Can Thinking Hard Really Make You Hungry?

Food is quite literally fuel, for both the body and mind. Registered dietitian nutritionists stress the importance of eating before a workout, but you'll want to do the same before a busy day of studying.

Breakfast really is the most important meal of the day. It stabilizes our glucose levels, which is important if we need to be alert and attentive throughout the day (via Better Health Channel). Some of our personal favorite foods to have in the morning include breakfast sandwiches and smoothie bowls.

However, skipping breakfast on a busy day affects not only your body, but also your psychological mechanisms. That's not just an expansion of the folk wisdom about important meals. According to Scientific American, glucose levels and insulin levels fluctuate more than usual when you are engaged in academic activity. This causes people to typically eat more after a long day of desk-bound work compared to one full of sitting and relaxing.

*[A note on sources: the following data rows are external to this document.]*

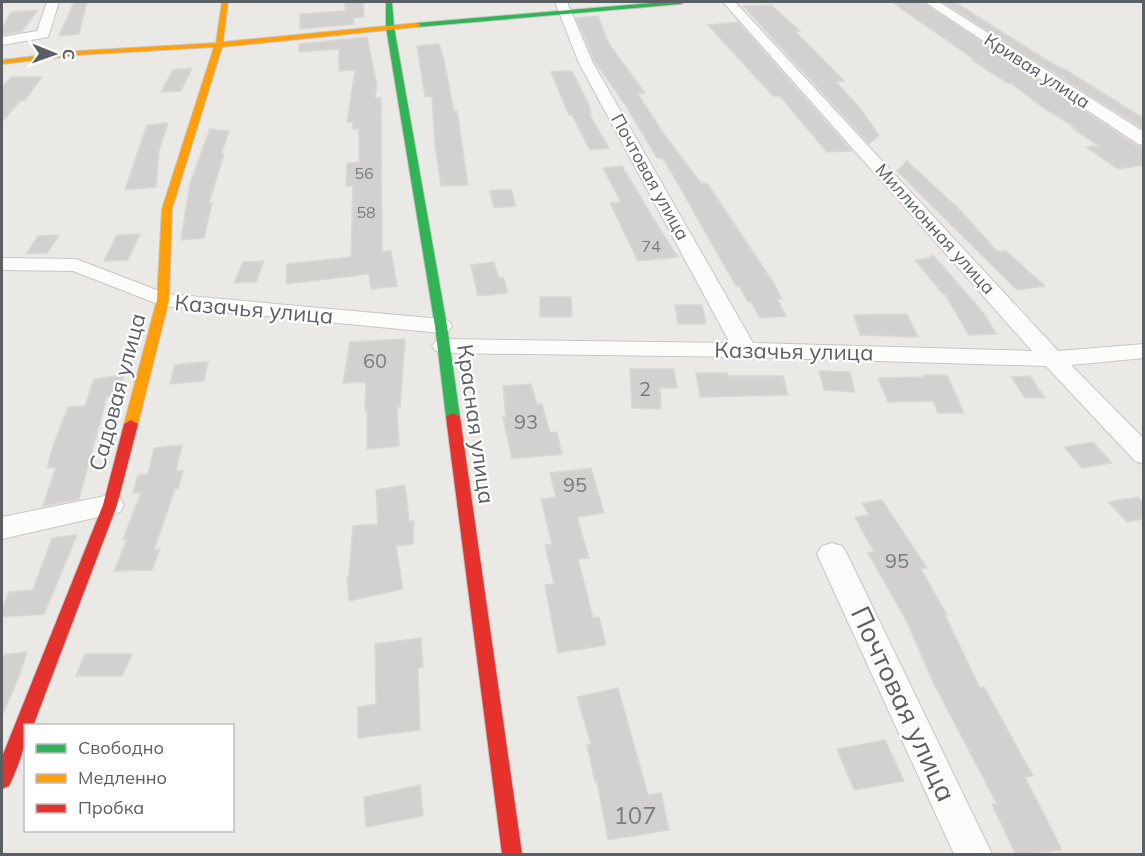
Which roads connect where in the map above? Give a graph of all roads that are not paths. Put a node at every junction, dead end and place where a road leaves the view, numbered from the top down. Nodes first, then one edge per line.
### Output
1 (53, 2) edge
2 (225, 2) edge
3 (389, 2) edge
4 (681, 2) edge
5 (729, 2) edge
6 (931, 2) edge
7 (563, 7) edge
8 (390, 27) junction
9 (2, 41) edge
10 (219, 45) junction
11 (2, 62) edge
12 (1143, 140) edge
13 (2, 264) edge
14 (163, 300) junction
15 (443, 336) junction
16 (745, 350) junction
17 (1143, 351) edge
18 (1052, 358) junction
19 (1143, 455) edge
20 (110, 506) junction
21 (2, 528) edge
22 (832, 554) dead end
23 (24, 724) edge
24 (24, 724) edge
25 (2, 780) edge
26 (512, 855) edge
27 (973, 855) edge

1 - 9 street
2 - 10 street, Садовая улица
3 - 8 street, Красная улица
4 - 7 street
5 - 18 street, Миллионная улица
6 - 12 street, Кривая улица
7 - 8 street
7 - 16 street, Почтовая улица
8 - 10 street
8 - 15 street, Красная улица
10 - 11 street
10 - 14 street, Садовая улица
13 - 14 street, Казачья улица
14 - 15 street, Казачья улица
14 - 20 street, Садовая улица
15 - 16 street, Казачья улица
15 - 26 street, Красная улица
16 - 18 street, Казачья улица
17 - 18 street, Казачья улица
18 - 19 street, Миллионная улица
20 - 21 street
20 - 23 street, Садовая улица
22 - 27 street, Почтовая улица
24 - 25 street, Садовая улица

The science behind mental activity and food

Scientific American cites a study conducted by Psychosomatic Medicine in which 14 Canadian students were asked to do varying tasks — some academic and some just sitting and relaxing. The researchers learned that the students only burned three more extra calories when thinking very hard versus the sedentary activity.

However, they were much more hungry after the text summation and memory and attention tasks, and ate 203 and 253 additional calories after these two assignments. This raises some concern from scientists, who think that combined with a more desk-bound lifestyle, students are more susceptible to obesity.

The takeaway? If you're still in school, you should know the importance of keeping yourself fueled throughout the day. According to The Real Life RD, undereating can sometimes lead to binge eating later in the day, as your body gets this psychological craving for food.

So eat before that major exam. There's a very good chance you'll end up doing better that way.